The inconvenience - although present - is not in the bugs alone, and it piles up.

Speaking only for myself, the three problems I face the most with Elm are not really bugs:

  1. You can’t use Browser.application to build a web application with frameworks like Electron or Tauri
  2. You can’t pattern match on negative numbers (and apparently my use case isn’t real)
  3. Sending bytes through ports is cumbersome and inefficient

None of which is a showstopper on its own.

There is the general state of the tooling. From time to time I’ll have issues with the Elm language server crashing on Neovim or VSCode; I remember someone else complaining about this as well. Nothing major, just annoying.

Then, the library ecosystem - or lack thereof. Whenever I return to update one of my Elm projects I have the latent fear that some of the dependencies won’t exist anymore, either because it was deleted or the author simply changed Github username. Then I have to hope that someone else realized it and was able to fix it or fish it out of their cache.
It means that picking up Elm code has an added cost of a few hours of troubleshooting - still worth it if you ask me.

Finding a useful library is quite an issue too. Most Elm libraries are “stable” like the language, which for me means I won’t have many resources to support my work if I choose to use them.
If you search for “charts” on the Elm package registry the first 5 results are all variations of the same project from the same author, and neither has been updated in the last 3 years. Which am I meant to use?
I can - and most of the time do - just implement what I need myself.

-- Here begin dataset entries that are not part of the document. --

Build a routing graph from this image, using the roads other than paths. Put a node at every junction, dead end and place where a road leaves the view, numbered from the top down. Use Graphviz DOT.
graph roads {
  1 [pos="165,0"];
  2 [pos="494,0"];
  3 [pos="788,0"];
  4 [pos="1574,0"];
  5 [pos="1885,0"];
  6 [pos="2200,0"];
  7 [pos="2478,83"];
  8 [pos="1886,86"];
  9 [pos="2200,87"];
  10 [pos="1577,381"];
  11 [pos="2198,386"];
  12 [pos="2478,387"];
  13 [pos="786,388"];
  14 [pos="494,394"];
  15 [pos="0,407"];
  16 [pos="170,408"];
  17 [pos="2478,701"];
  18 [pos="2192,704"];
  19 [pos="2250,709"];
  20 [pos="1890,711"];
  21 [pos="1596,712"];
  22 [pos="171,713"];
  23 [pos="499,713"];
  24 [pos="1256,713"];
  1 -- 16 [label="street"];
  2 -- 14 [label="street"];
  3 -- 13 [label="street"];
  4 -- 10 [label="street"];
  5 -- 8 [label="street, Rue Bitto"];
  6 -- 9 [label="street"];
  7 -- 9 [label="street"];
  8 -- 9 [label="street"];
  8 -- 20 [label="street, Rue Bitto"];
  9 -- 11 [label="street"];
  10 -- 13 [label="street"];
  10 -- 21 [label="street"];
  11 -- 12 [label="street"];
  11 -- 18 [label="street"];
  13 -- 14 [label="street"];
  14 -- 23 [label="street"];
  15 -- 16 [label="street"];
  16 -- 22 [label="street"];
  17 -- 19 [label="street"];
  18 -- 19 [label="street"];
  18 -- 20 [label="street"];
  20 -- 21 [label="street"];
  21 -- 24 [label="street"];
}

Lastly, like many people mentioned before, there is the creeping fear that I’m working with abandonware. It’s not rational and doesn’t matter in practice - my code works after some troubleshooting - but it’s there. I’m going to be very blunt: explaining the lack of maintenance with “batches of work” sounds like an excuse, and I generally don’t believe it.
Which means nothing since the code works and I’m no one.

Nothing major once, twice, thrice… Working with Elm is delightful only once I get past all of that. I don’t do web frontend so it wouldn’t be my main tool anyway, but I’m switching more and more to stuff like native UI development or Flutter (which is a huge mess, but in practice delivers results faster and cheaper). I would love not to, but in the end I have a job to do and constantly hearing that if I’m having trouble with Elm it means it’s not for me does not help.